Advanced Concepts: Pagination, Filtering, Versioning, and Rate LimitingLesson 5.4

Advanced Rate Limiting and Throttling

rate limiting algorithms, token bucket, sliding window, fixed window, per-user rate limiting, Redis rate limiting, rate limit headers, throttling

Advanced Rate Limiting and Throttling

Simple IP-based rate limiting is the starting point, but production APIs need more sophisticated strategies. This lesson covers rate limiting algorithms, per-user limits, Redis-backed distributed rate limiting, and communicating limits to clients through headers.

Rate Limiting Algorithms

The Fixed Window algorithm counts requests in fixed time windows (e.g., 100 requests per hour). It is simple but allows burst traffic at window boundaries. The Sliding Window algorithm counts requests in a rolling window, providing more uniform protection against bursts. The Token Bucket algorithm gives each client a bucket of tokens that refills at a constant rate — each request consumes a token. It naturally allows short bursts while enforcing a long-term average rate.
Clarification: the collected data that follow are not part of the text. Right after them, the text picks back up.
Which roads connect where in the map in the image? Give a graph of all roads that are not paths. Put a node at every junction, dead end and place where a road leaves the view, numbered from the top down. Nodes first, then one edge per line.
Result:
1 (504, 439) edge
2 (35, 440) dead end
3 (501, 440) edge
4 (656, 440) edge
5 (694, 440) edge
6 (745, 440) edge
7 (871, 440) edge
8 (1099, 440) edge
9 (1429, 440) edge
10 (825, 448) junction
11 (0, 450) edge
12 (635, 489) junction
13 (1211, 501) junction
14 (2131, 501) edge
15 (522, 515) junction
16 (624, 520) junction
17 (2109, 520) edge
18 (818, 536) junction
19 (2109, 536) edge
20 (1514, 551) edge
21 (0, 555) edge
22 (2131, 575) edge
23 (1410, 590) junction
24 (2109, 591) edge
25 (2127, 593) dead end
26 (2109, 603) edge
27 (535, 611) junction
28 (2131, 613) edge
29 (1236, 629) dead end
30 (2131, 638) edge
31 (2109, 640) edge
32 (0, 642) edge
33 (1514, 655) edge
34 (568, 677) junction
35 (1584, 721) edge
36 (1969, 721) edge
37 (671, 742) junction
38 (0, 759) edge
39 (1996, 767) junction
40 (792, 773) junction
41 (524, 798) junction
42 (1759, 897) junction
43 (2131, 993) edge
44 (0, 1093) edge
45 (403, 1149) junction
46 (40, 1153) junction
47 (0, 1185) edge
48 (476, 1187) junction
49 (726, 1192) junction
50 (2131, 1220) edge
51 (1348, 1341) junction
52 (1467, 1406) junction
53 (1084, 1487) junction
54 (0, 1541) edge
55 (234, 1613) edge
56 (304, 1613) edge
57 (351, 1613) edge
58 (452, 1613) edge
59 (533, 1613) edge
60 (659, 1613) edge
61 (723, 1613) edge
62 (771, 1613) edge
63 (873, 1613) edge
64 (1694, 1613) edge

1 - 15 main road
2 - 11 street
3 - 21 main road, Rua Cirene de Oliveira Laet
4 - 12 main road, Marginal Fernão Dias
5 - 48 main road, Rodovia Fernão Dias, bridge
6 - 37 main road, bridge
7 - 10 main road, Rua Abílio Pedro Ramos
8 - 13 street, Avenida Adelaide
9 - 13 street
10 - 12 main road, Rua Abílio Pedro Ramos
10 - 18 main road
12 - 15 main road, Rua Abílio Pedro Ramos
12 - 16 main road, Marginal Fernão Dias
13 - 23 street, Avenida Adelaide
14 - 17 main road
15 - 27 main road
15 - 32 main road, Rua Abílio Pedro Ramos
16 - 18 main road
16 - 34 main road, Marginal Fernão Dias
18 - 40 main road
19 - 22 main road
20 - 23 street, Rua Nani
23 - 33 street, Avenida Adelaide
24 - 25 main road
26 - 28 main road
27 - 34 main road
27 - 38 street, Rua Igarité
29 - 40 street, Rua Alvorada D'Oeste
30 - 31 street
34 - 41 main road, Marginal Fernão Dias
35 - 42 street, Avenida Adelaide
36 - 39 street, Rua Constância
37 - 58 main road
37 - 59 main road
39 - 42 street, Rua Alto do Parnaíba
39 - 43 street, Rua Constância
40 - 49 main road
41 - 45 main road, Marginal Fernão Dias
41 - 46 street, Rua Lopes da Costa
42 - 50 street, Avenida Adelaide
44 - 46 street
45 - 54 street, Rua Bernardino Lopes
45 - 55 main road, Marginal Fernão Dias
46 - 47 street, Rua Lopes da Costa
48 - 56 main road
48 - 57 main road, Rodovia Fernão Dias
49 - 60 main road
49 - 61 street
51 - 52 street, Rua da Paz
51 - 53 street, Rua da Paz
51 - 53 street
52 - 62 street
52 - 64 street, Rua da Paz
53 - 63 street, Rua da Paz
Per-User Rate Limiting with Redis

npm install ioredis rate-limit-redis

const userRateLimiter = rateLimit({
  windowMs: 60 * 1000,
  max: 60,
  keyGenerator: (req) => req.user ? req.user.id : req.ip,
  store: new RedisStore({ sendCommand: (...args) => redisClient.call(...args) })
});

Using Redis ensures rate limit state is shared across all API server instances. Without Redis, each server instance maintains its own counter, allowing a client to make N requests to each server instance.

Rate Limit Headers

Communicate limits to clients via response headers: X-RateLimit-Limit: 100, X-RateLimit-Remaining: 47, X-RateLimit-Reset: 1705320000. When the limit is exceeded, return 429 and add Retry-After: 37 so clients know when to retry.